There is great sadness in Klaus' back-story, he had a wife named Lydia and they were planning for children that never came, then Lydia got sick, and, well...you know. There's another bit at the end that your kids might not be ready for, because Klaus is just a regular human, too - or is he? Did he perhaps achieve mythical status that kept him alive much longer than a regular person? I did think that it was very clever that Jesper basically created the legend of Santa Claus in order to sell stamps, which rings a little close to reality, where he was created to sell Coca-Cola and, well, everything else we all give each other for Christmas. If Santa Claus didn't already exist, somebody would have had to create him to save the U.S. economy in the fourth quarter every year. (Voltaire once said something similar about God, but I'm paraphrasing here.)

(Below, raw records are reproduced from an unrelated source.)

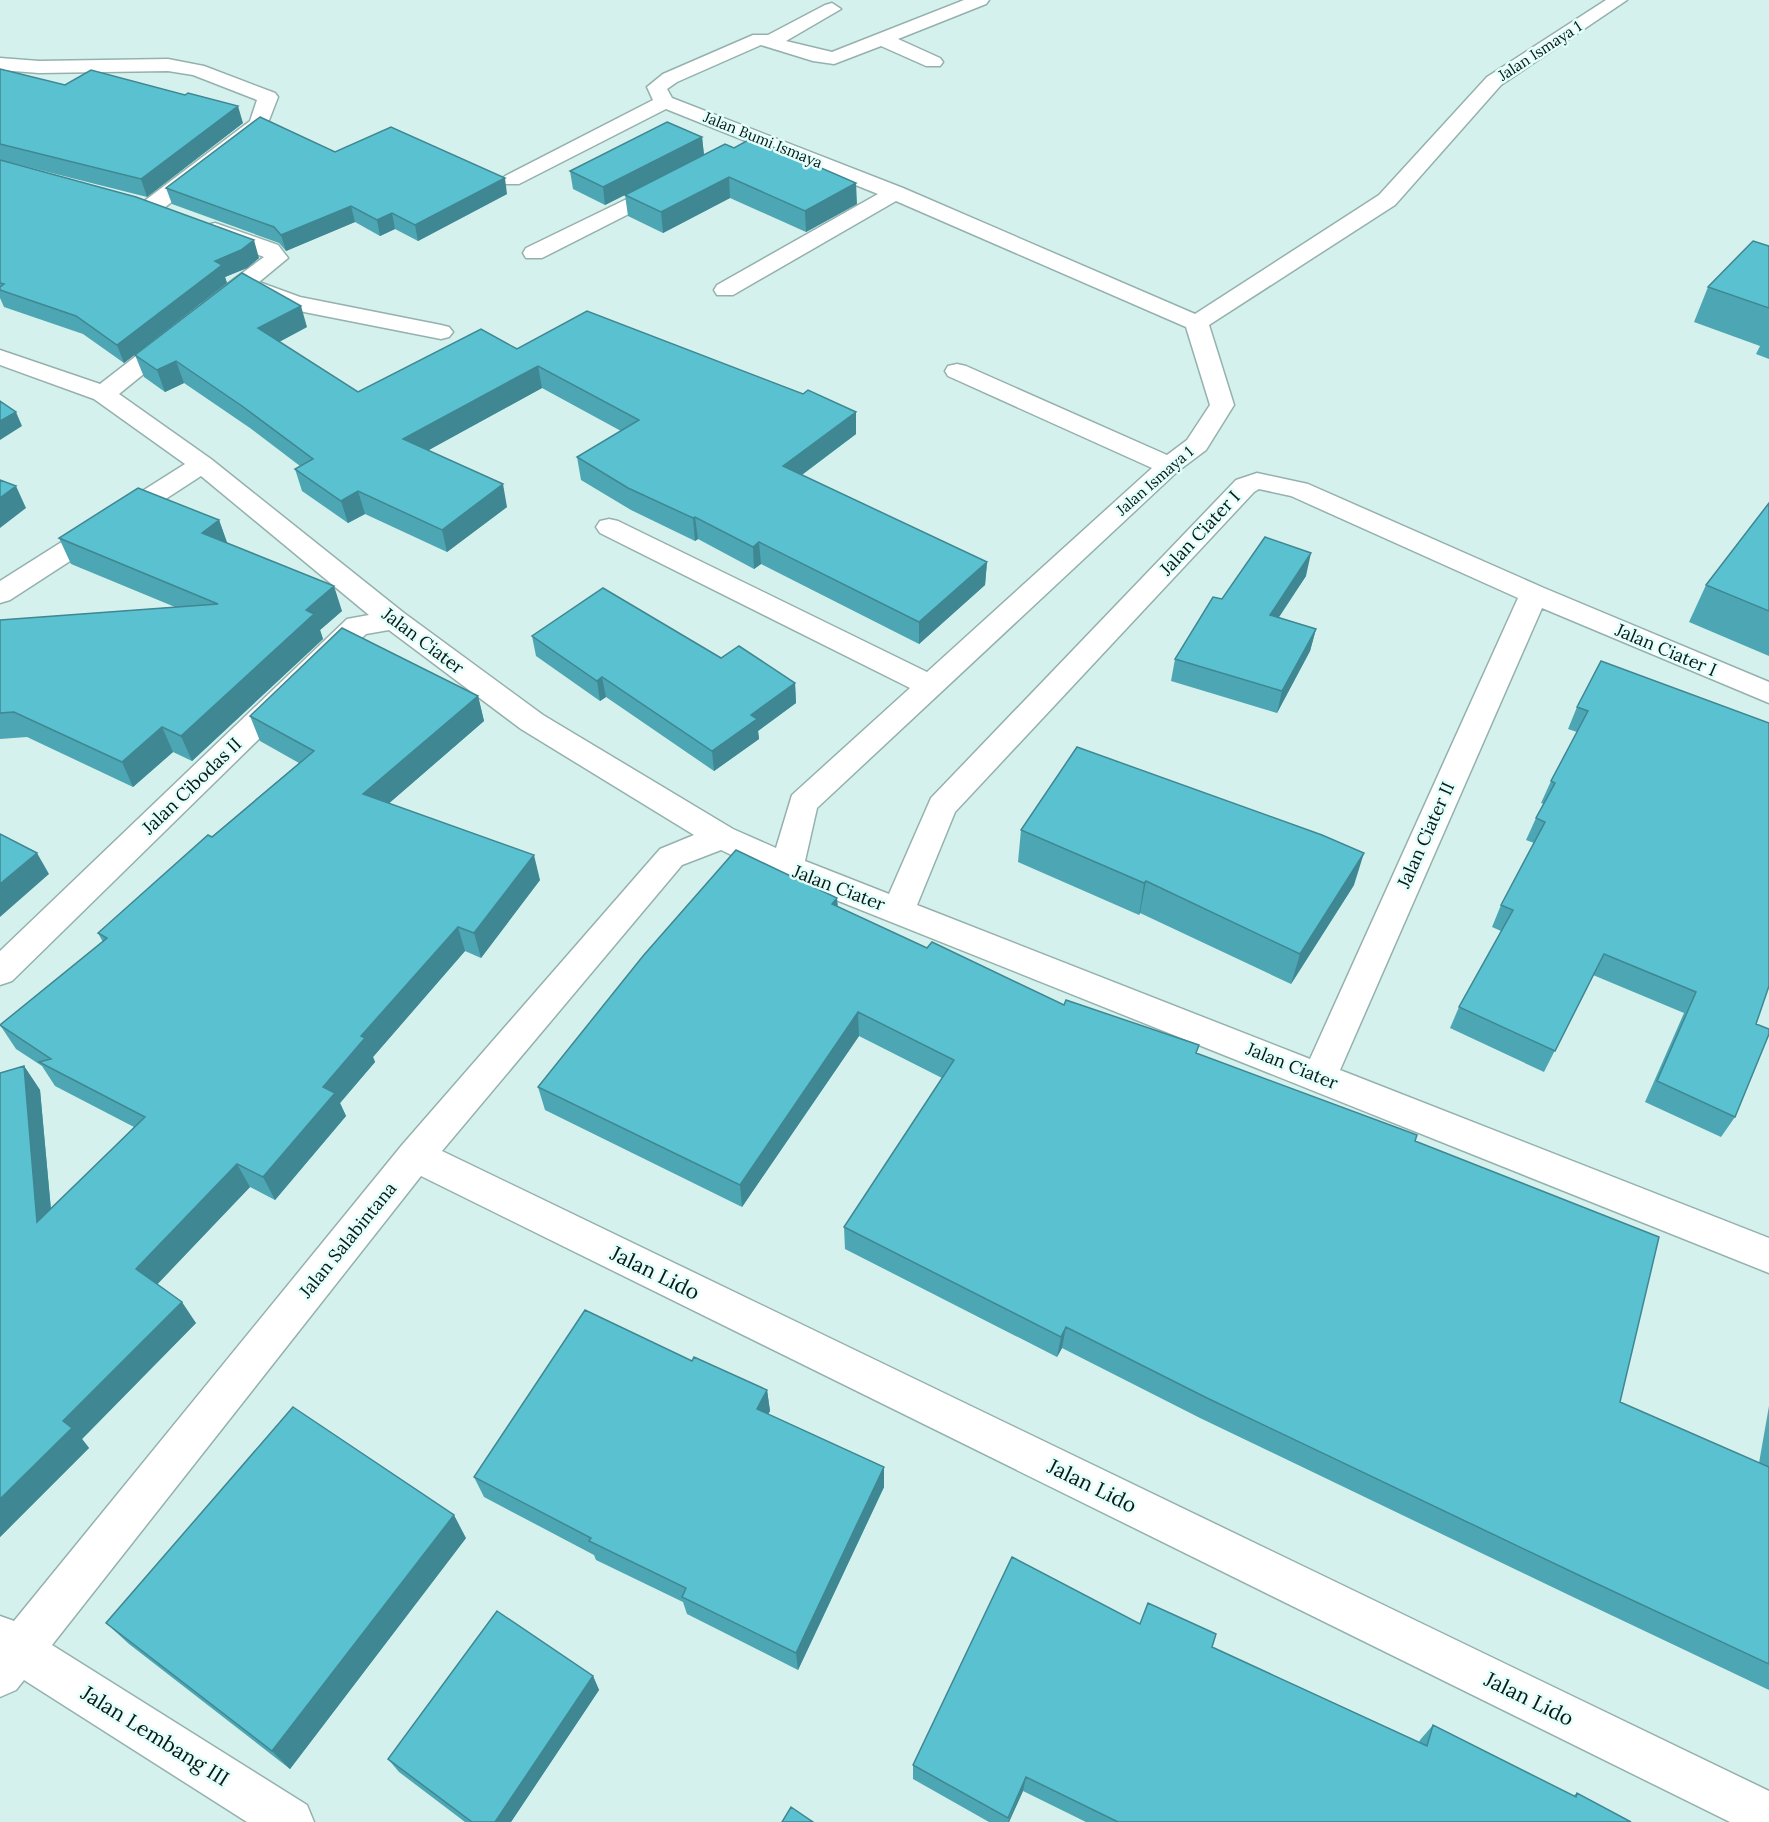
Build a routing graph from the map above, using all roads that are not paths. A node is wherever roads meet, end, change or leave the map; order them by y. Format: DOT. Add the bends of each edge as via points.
graph roads {
  1 [pos="980,0"];
  2 [pos="1618,0"];
  3 [pos="832,9"];
  4 [pos="882,39"];
  5 [pos="771,40"];
  6 [pos="933,62"];
  7 [pos="0,64"];
  8 [pos="665,102"];
  9 [pos="758,138"];
  10 [pos="730,153"];
  11 [pos="689,174"];
  12 [pos="512,180"];
  13 [pos="895,193"];
  14 [pos="129,201"];
  15 [pos="151,207"];
  16 [pos="172,215"];
  17 [pos="194,223"];
  18 [pos="534,253"];
  19 [pos="243,282"];
  20 [pos="724,290"];
  21 [pos="1197,323"];
  22 [pos="441,332"];
  23 [pos="0,357"];
  24 [pos="957,371"];
  25 [pos="103,394"];
  26 [pos="202,464"];
  27 [pos="1169,466"];
  28 [pos="609,527"];
  29 [pos="0,594"];
  30 [pos="1534,594"];
  31 [pos="394,620"];
  32 [pos="930,686"];
  33 [pos="1769,693"];
  34 [pos="722,837"];
  35 [pos="786,867"];
  36 [pos="898,911"];
  37 [pos="0,972"];
  38 [pos="1319,1077"];
  39 [pos="415,1156"];
  40 [pos="1769,1256"];
  41 [pos="7,1654"];
  42 [pos="1769,1816"];
  43 [pos="290,1822"];
  1 -- 4 [label="street"];
  2 -- 21 [label="street, Jalan Ismaya 1" via="1494,81 1387,200"];
  3 -- 5 [label="street"];
  4 -- 5 [label="street" via="834,58"];
  4 -- 6 [label="street"];
  5 -- 8 [label="street" via="744,45 670,78 657,87 657,94"];
  7 -- 15 [label="street" via="39,68 168,65 197,70 268,98 259,123"];
  8 -- 9 [label="street, Jalan Bumi Ismaya"];
  8 -- 12 [label="street"];
  9 -- 10 [label="street"];
  9 -- 13 [label="street, Jalan Bumi Ismaya"];
  11 -- 18 [label="street"];
  13 -- 20 [label="street"];
  13 -- 21 [label="street, Jalan Bumi Ismaya"];
  14 -- 15 [label="street"];
  15 -- 16 [label="street"];
  17 -- 19 [label="street" via="274,254 277,258"];
  19 -- 22 [label="street" via="294,303"];
  19 -- 25 [label="street"];
  21 -- 27 [label="street, Jalan Ismaya 1" via="1222,405 1197,445"];
  23 -- 25 [label="street, Jalan Ciater"];
  24 -- 27 [label="street"];
  25 -- 26 [label="street, Jalan Ciater"];
  26 -- 29 [label="street"];
  26 -- 31 [label="street, Jalan Ciater"];
  27 -- 32 [label="street, Jalan Ismaya 1"];
  28 -- 32 [label="street"];
  30 -- 33 [label="street, Jalan Ciater I"];
  30 -- 36 [label="street, Jalan Ciater I" via="1299,490 1257,481 1245,486 942,806"];
  30 -- 38 [label="street, Jalan Ciater II"];
  31 -- 34 [label="street, Jalan Ciater" via="532,722"];
  31 -- 37 [label="street, Jalan Cibodas II" via="357,626"];
  32 -- 35 [label="street, Jalan Ismaya 1" via="802,803"];
  34 -- 35 [label="street, Jalan Ciater"];
  34 -- 39 [label="street, Jalan Salabintana" via="671,857"];
  35 -- 36 [label="street, Jalan Ciater"];
  36 -- 38 [label="street, Jalan Ciater"];
  38 -- 40 [label="street, Jalan Ciater"];
  39 -- 41 [label="street, Jalan Salabintana"];
  39 -- 42 [label="street, Jalan Lido"];
  41 -- 43 [label="street, Jalan Lembang III"];
}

I didn't really follow some of the stuff with the Sami people, who speak a different language than the other characters. But I'm going to go easy on today's film because the director, Sergio Pablos, was very nice to our Kickstarter campaign. No naughty list for him this year. The look of the film is a major selling point, at a time when nearly everything is CGI, it's great to see a studio say, "Well, it doesn't HAVE to be that way, what if animation could look more organic and traditional, hand-crafted even" - which of course, seems very appropriate for a story set back in the late 1800's or perhaps early 1900's.
Well, there's just one film left to watch in 2020, so I'm going to go get to it. What will it be? HINT: It's a Christmas film, and two actors carry over from this one to that one.
Also starring the voices of Jason Schwartzman (last seen in "Between Two Ferns: The Movie"), Rashida Jones (last heard in "Spies in Disguise"), J.K. Simmons (last seen in "Father Figures"), Will Sasso (last seen in "Killing Hasselhoff"), Norm MacDonald (last seen in "The Ridiculous 6"), Sergio Pablos, Neda Margrethe Labba, Reiulf Aleksandersen, Sara Margrethe Oksai, Kendall Joy Hall, and cameos from Sam McMurray (last seen in "Jenny's Wedding"), Dwight Schultz (last heard in "Batman: Under the Red Hood")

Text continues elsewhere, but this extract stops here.